Toro Rosso spekuliert auf eigene Stärke
Trotzdem ist Toro Rosso optimistisch, dass Sainz und Verstappen bald wieder auf der Strecke gegeneinander kämpfen. Tost hofft auf die Konkurrenzfähigkeit des eigenen 2017er Wagens: "Dann kann sich auch Carlos gut schlagen, vielleicht bald Rennen gewinnen und hoffentlich irgendwann Weltmeister werden, denn er hat in den Nachwuchsserien gezeigt, dass er das Zeug dazu hat."
Darauf baut selbst Sainz. "Dieses Jahr wurden wir durch die fehlende Leistung behindert", verwies der Spanier auf die mangelnden Pferdestärken des Vorjahresantriebs von Ferrari.
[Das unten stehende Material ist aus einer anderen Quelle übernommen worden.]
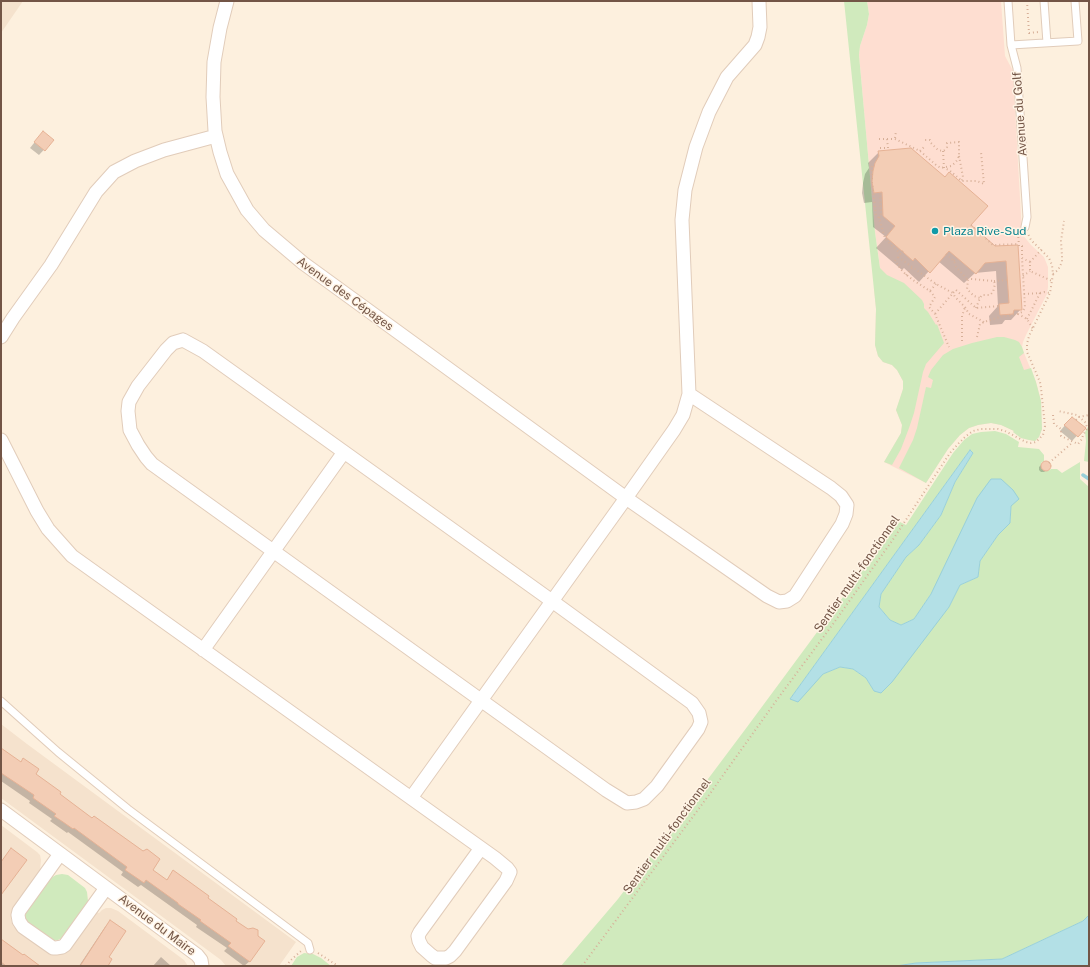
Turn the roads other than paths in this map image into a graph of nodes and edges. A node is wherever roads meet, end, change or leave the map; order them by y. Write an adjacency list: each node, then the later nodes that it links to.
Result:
1 (227, 1): 8 (street, Avenue des Cépages)
2 (759, 1): 11 (street)
3 (1008, 1): 7 (lane, Avenue du Golf)
4 (1044, 1): 6 (lane)
5 (1075, 1): 6 (lane)
6 (1047, 43): 7 (lane)
7 (1011, 45): 9 (lane, Avenue du Golf)
8 (216, 136): 10 (street); 14 (street, Avenue des Cépages)
9 (1027, 231)
10 (1, 338)
11 (688, 394): 14 (street); 14 (street, Avenue des Cépages)
12 (1, 440): 17 (street)
13 (344, 452): 15 (street); 15 (street); 16 (street)
14 (626, 498): 16 (street)
15 (274, 552): 17 (street); 19 (street)
16 (552, 601): 19 (street); 19 (street)
17 (203, 650): 20 (street)
18 (1, 700): 25 (lane)
19 (481, 700): 20 (street)
20 (411, 798): 22 (street)
21 (1, 810): 23 (street, Avenue du Maire)
22 (481, 848): 22 (street)
23 (60, 854): 24 (street, Avenue du Maire); 24 (street, Avenue du Maire)
24 (106, 888): 26 (street, Avenue du Maire)
25 (310, 950)
26 (202, 966)

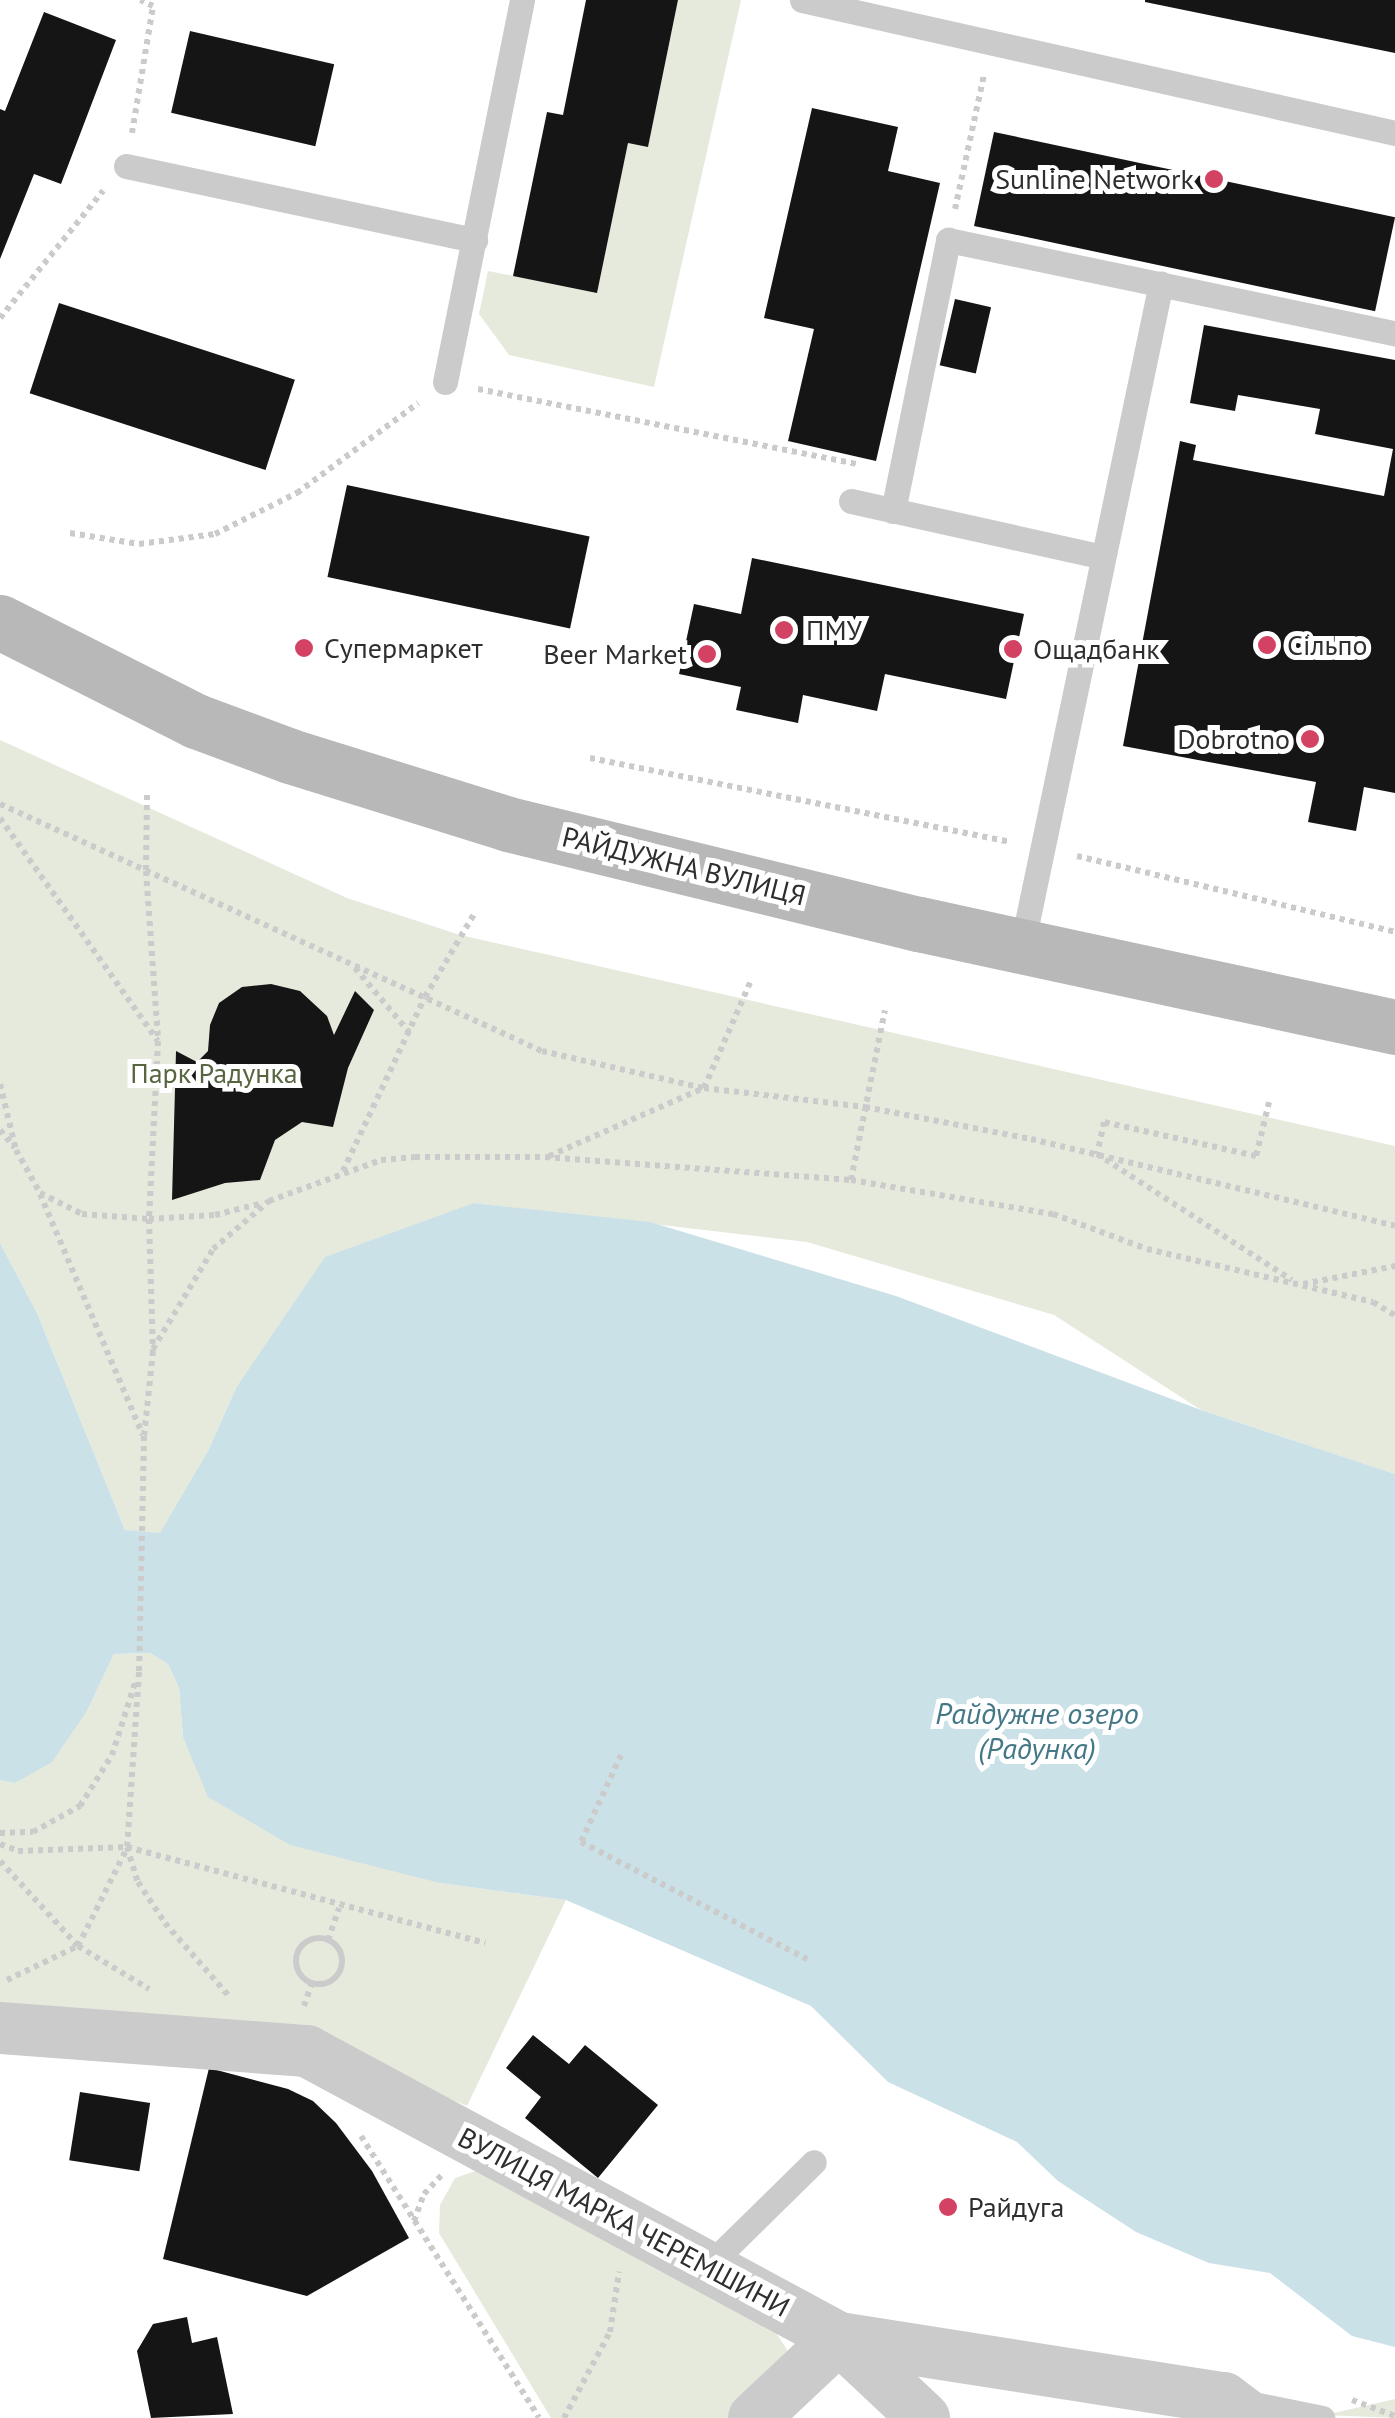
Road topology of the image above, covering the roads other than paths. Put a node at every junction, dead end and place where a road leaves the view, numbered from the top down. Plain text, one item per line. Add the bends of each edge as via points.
1 (522, 0) edge
2 (802, 0) edge
3 (1395, 132) edge
4 (126, 166) dead end
5 (476, 240) junction
6 (1162, 282) junction
7 (1395, 333) edge
8 (446, 382) road end
9 (851, 501) road end
10 (893, 511) junction
11 (1104, 557) junction
12 (0, 622) edge
13 (1022, 946) junction
14 (1395, 1027) edge
15 (0, 2028) edge
16 (814, 2162) dead end
17 (706, 2268) junction
18 (839, 2338) junction
19 (1237, 2408) edge
20 (754, 2418) edge
21 (924, 2418) edge
22 (1322, 2418) edge

1 - 5 lane
2 - 3 lane
4 - 5 lane
5 - 8 lane
6 - 7 lane
6 - 10 lane via 948,240
6 - 11 lane
9 - 10 lane
10 - 11 lane
11 - 13 lane
12 - 13 street, РАЙДУЖНА ВУЛИЦЯ via 196,721 290,756 508,824
13 - 14 street, РАЙДУЖНА ВУЛИЦЯ
15 - 17 street, ВУЛИЦЯ МАРКА ЧЕРЕМШИНИ via 306,2051
16 - 17 lane
17 - 18 street, ВУЛИЦЯ МАРКА ЧЕРЕМШИНИ
18 - 19 street, ВУЛИЦЯ МАРКА ЧЕРЕМШИНИ
18 - 20 street
18 - 21 street
19 - 22 lane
Im nächsten Jahr gibt es dagegen aktuelle Renault-Power-Units. Weil Technikdirektor James Key, von vielen als neuer Adrian Newey gehandelt, ein leistungsfähiges Designteam führt, glaubt Sainz jr. an den großen Wurf: "Ich glaube, Toro Rosso ist nächstes Jahr sehr gut aufgestellt, um die volle Leistungsfähigkeit des Autos mit Dany und mir auszuschöpfen. Und ich glaube wirklich, dass wir in der Konstrukteurs-WM ein Stück nach vorne kommen können."
Aktuell steht das Team aus Faenza auf Platz 7. Sainz' persönliche Ziele werden im Jahr 2017 also kaum zu erreichen sein. Doch die Zeit spielt ihm in die Karten: Mit nur 22 Jahren hat er noch 15 Jahre Zeit für den großen Wurf.
Euphorie nach Alonso-Duell
Bis die Gelegenheit sich ergibt, freut der Formel-Renault-3.5-Meister der Saison 2014 sich über die kleinen Dinge. "Es ist schon eine große Genugtuung, ein Formel-1-Fahrer zu sein, weil man gegen die 21 besten Fahrer der Welt Rennen fährt", so Sainz.
Besonders die Gegenwart seines Jugendidols Fernando Alonso motiviert ihn. "Als ich aufgewachsen bin, habe ich zu ihm aufgesehen, seit er im Jahr 2003 in die Formel 1 kam. Ich habe alle seine Rennen gesehen und plötzlich war ich in der Lage, gegen ihn in der letzten Runde in Austin um Platz 5 zu kämpfen", so Sainz. Beim Fahren habe er das kaum realisiert: "Wenn man ins Bett geht und etwas darüber nachdenkt, merkt man, dass es ein bisschen spezieller war. Es war aufregend und ich habe es sehr genossen.